TL;DR
The leaked Meta memo confirms an AI suspension that will enter testing next year. The company is also planning Wearables for Work and augmented AI glasses.
Meta is developing a pendant powered by artificial intelligence It plans to begin testing within the next year, according to an internal memo seen by The Information. The device is built on top of the Limitless acquisition Meta, which was completed in late 2025. Limitless has designed a pendant that users can attach to their shirts or wear as a necklace to record and transcribe conversations.
The memo also outlines Meta’s plans to expand its line of AI eyewear and launch a business subscription called Wearables for Work. The enterprise tier will position Meta’s hardware as a productivity tool rather than a consumer innovation. Meta’s hardware division, Reality Labs, lost $4 billion in the first quarter of 2026 alone.

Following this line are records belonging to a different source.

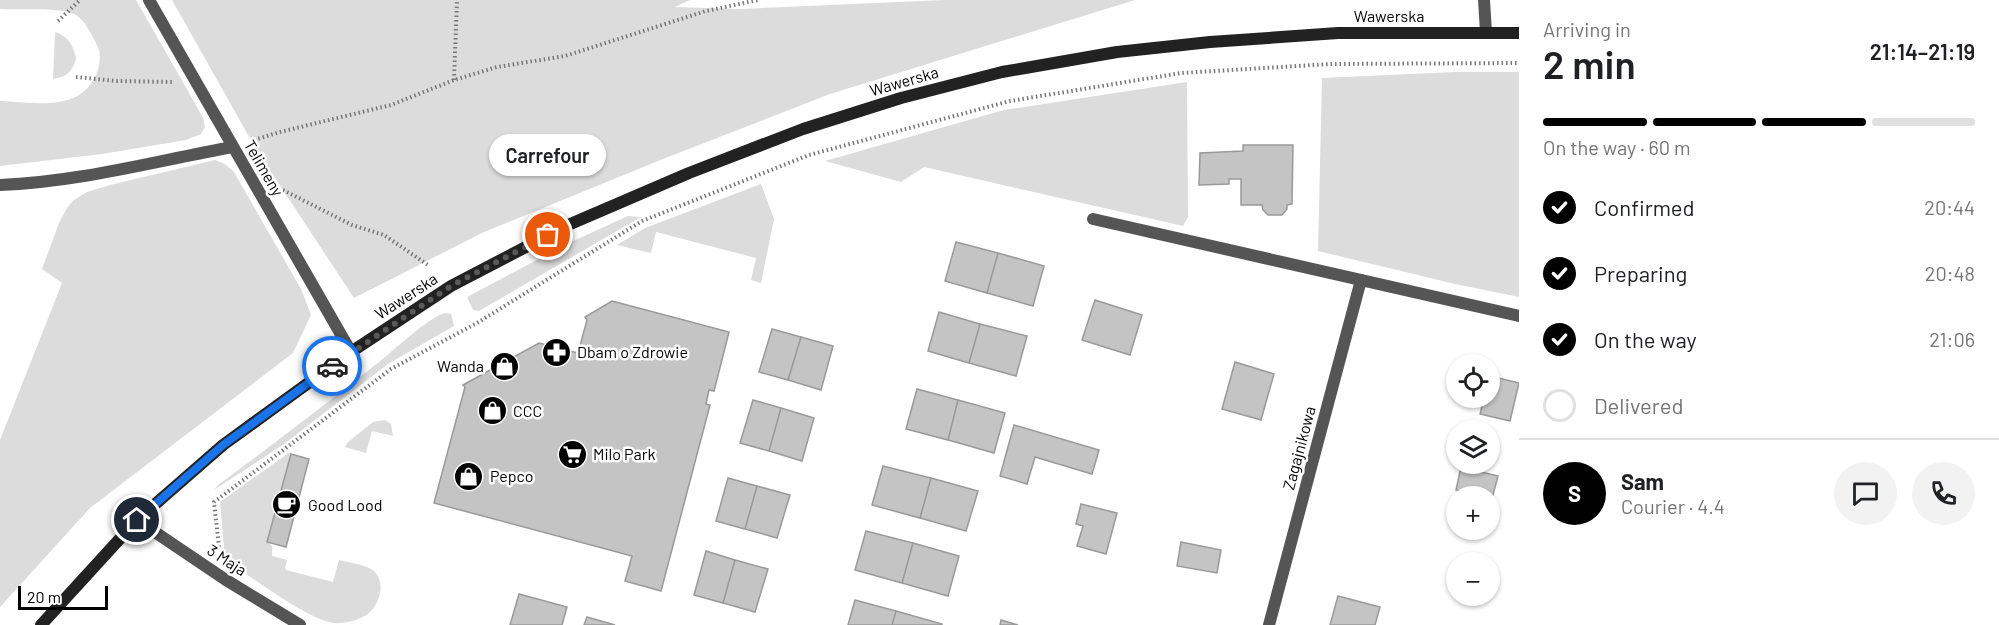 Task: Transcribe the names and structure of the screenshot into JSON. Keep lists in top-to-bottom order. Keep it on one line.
{"streets":{"main road":["Wawerska"],"street":["Telimeny","Zagajnikowa","3 Maja"]},"crossings":[["Wawerska","Telimeny"],["Wawerska","3 Maja"]],"places":{"other":["Carrefour"],"pharmacy":["Dbam o Zdrowie"],"shop":["Wanda","CCC","Pepco"],"supermarket":["Milo Park"],"cafe":["Good Lood"]},"scale_bar":"20 m","page":{"heading":["2 min","Arriving in","21:14–21:19"],"panel":["Sam","Courier · 4.4"],"bar":"On the way · 60 m","bubble":"Carrefour","list":[["Confirmed","20:44"],["Preparing","20:48"],["On the way","21:06"],"Delivered"],"map_buttons":["+","−"],"round":"S","scale":"20 m"}} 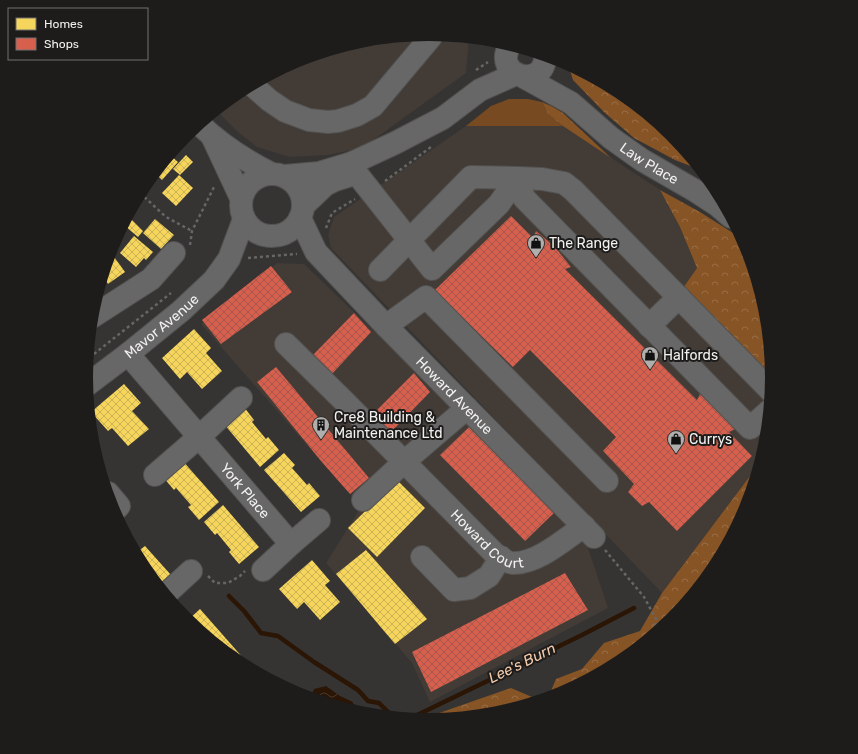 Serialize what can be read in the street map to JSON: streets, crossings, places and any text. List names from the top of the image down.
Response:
{
  "streets": {
    "street": [
      "Law Place",
      "Mavor Avenue",
      "Howard Avenue",
      "York Place",
      "Howard Court"
    ]
  },
  "crossings": [
    ["Mavor Avenue", "Howard Avenue"],
    ["Mavor Avenue", "York Place"],
    ["Howard Avenue", "Howard Court"]
  ],
  "water": ["Lee's Burn"],
  "places": {
    "shop": ["The Range", "Halfords", "Currys"],
    "building": ["Cre8 Building & Maintenance Ltd"]
  },
  "legend": ["Homes", "Shops"]
} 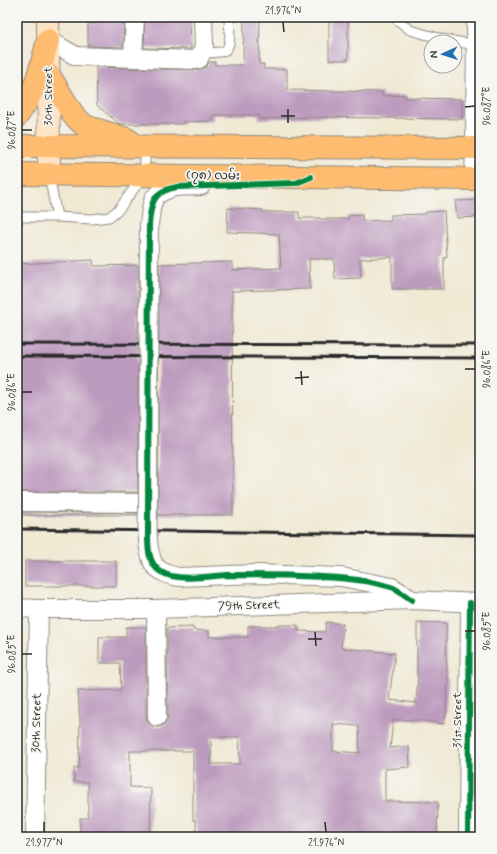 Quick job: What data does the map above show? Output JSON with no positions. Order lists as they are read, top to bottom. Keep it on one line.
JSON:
{"streets":{"main road":["30th Street","(၇၈) လမ်း"],"street":["79th Street","31st Street"]},"crossings":[["30th Street","(၇၈) လမ်း"],["30th Street","79th Street"],["79th Street","31st Street"]],"north":"left","coordinates":["21.976°N","96.087°E","96.086°E","96.085°E","21.977°N"]} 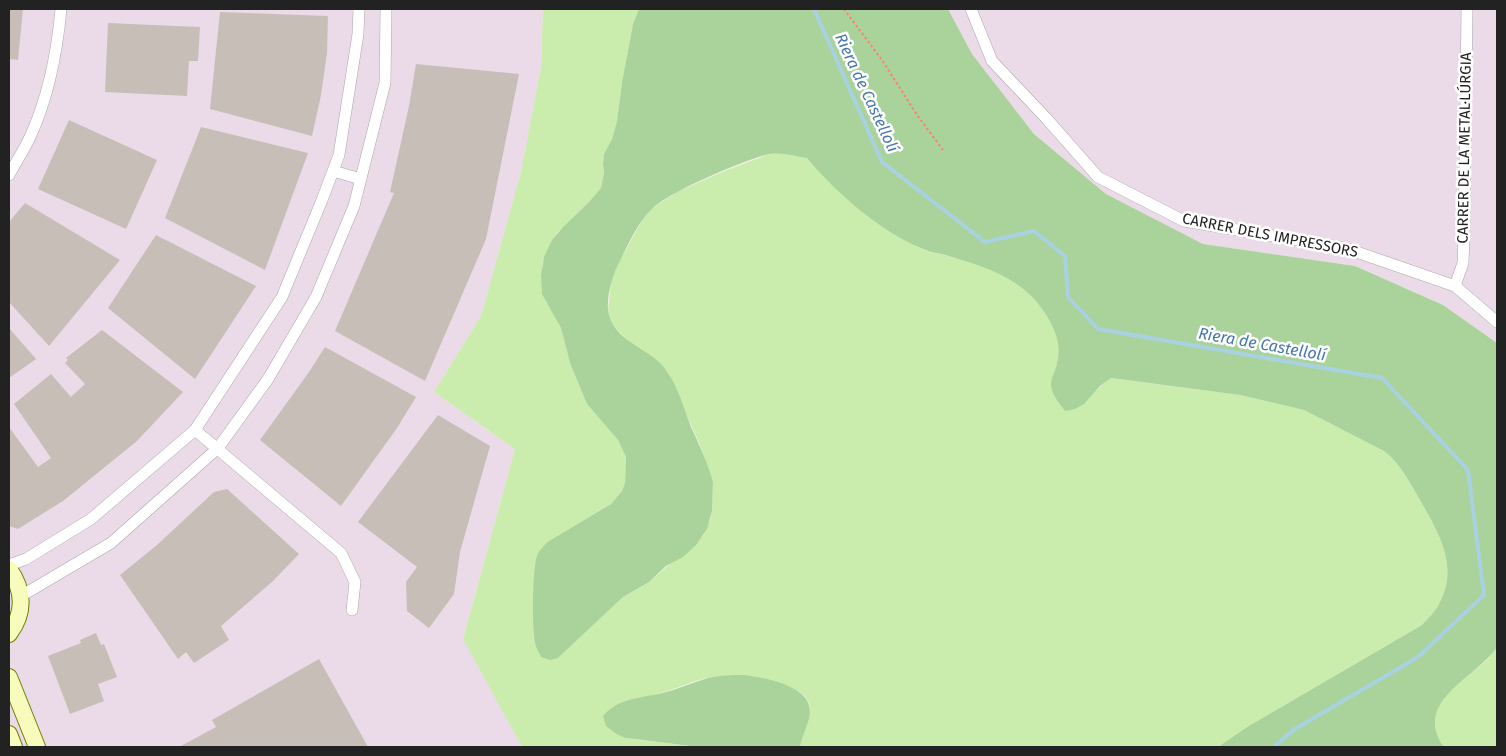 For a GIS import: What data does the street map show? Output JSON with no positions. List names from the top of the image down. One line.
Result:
{"streets":{"street":["CARRER DE LA METAL·LÚRGIA","CARRER DELS IMPRESSORS"]},"crossings":[["CARRER DE LA METAL·LÚRGIA","CARRER DELS IMPRESSORS"]],"water":["Riera de Castellolí"]} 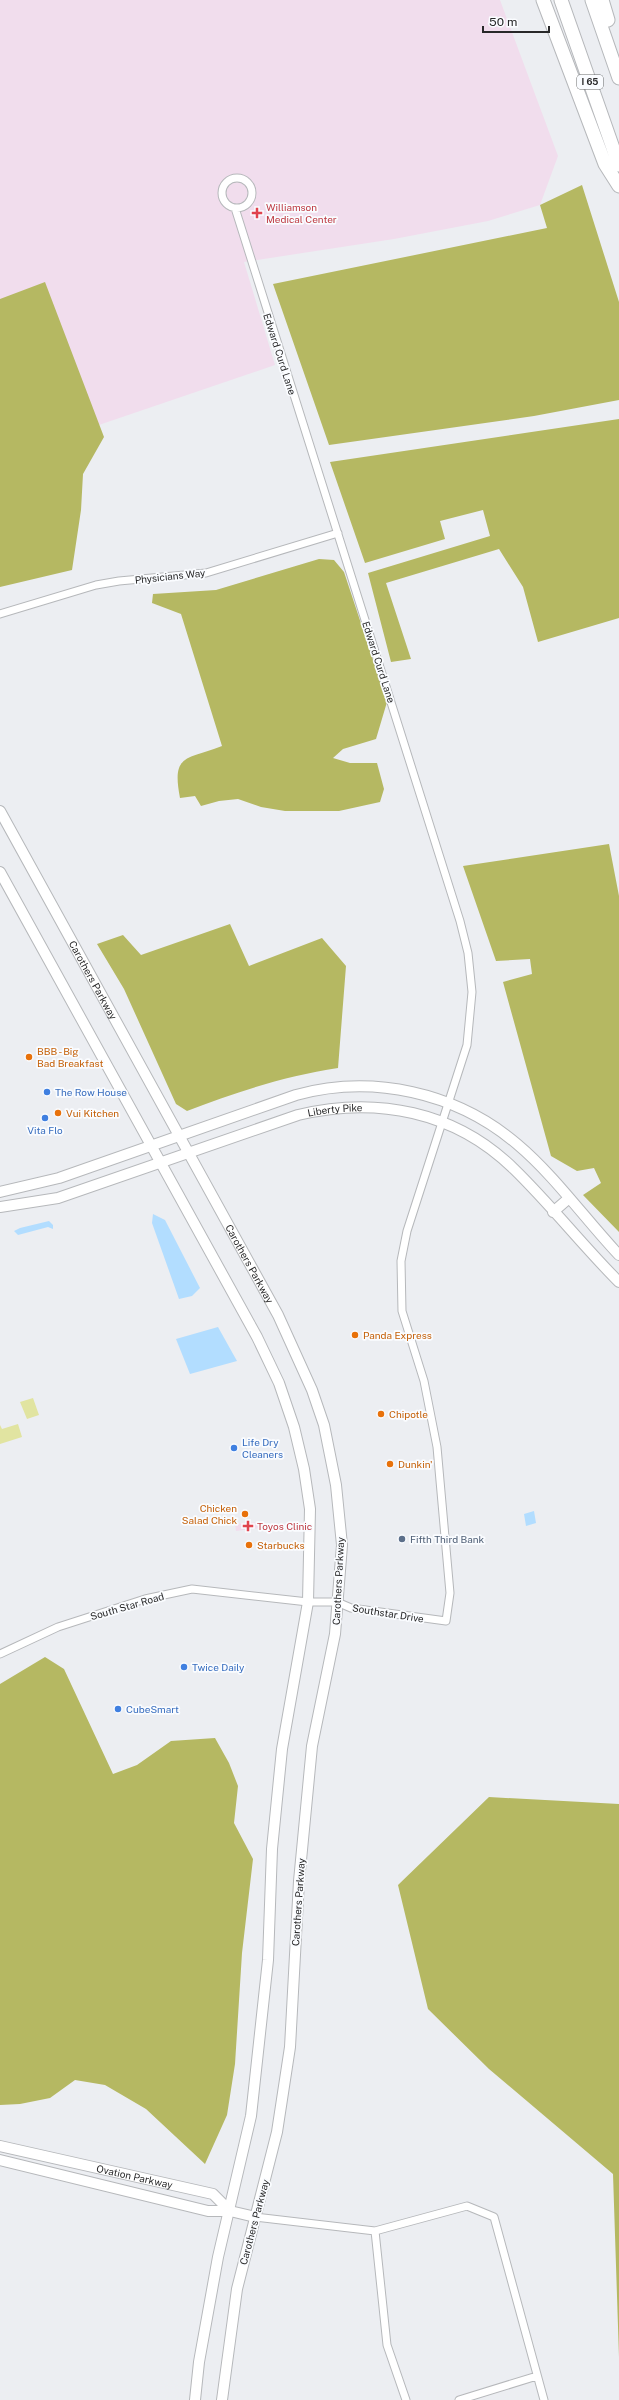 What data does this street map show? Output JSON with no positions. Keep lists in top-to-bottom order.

The AI suspension category has a troubled history. Humane’s AI Pin launched in 2024 to dwindling reviews and virtually died within a year, with HP buying the startup’s assets for $116 million. Another AI startup, Friend, spent more than $1 million on subway ads and struggled to find users. Neither device offered enough utility to justify wearing an extra gadget.
Meta’s approach differs in one important respect. He already has a working wearables business. Meta has sold more than seven million Ray-Ban smart glasses in 2025 and controls about 82% of the smart glasses market. The pendant would be a second form factor in an ecosystem that proves consumer demand, not a stand-alone product bet in a category that doesn’t yet exist.
Limitless raised more than $33 million from investors including Sam Altman and Andreessen Horowitz before Meta acquired it. CEO Dan Siroker said at the time that Meta’s vision “personal super intelligence” through wearables, in line with what Limitless had built.After the acquisition, the startup stopped selling the devices to new customers, but continued to support existing users.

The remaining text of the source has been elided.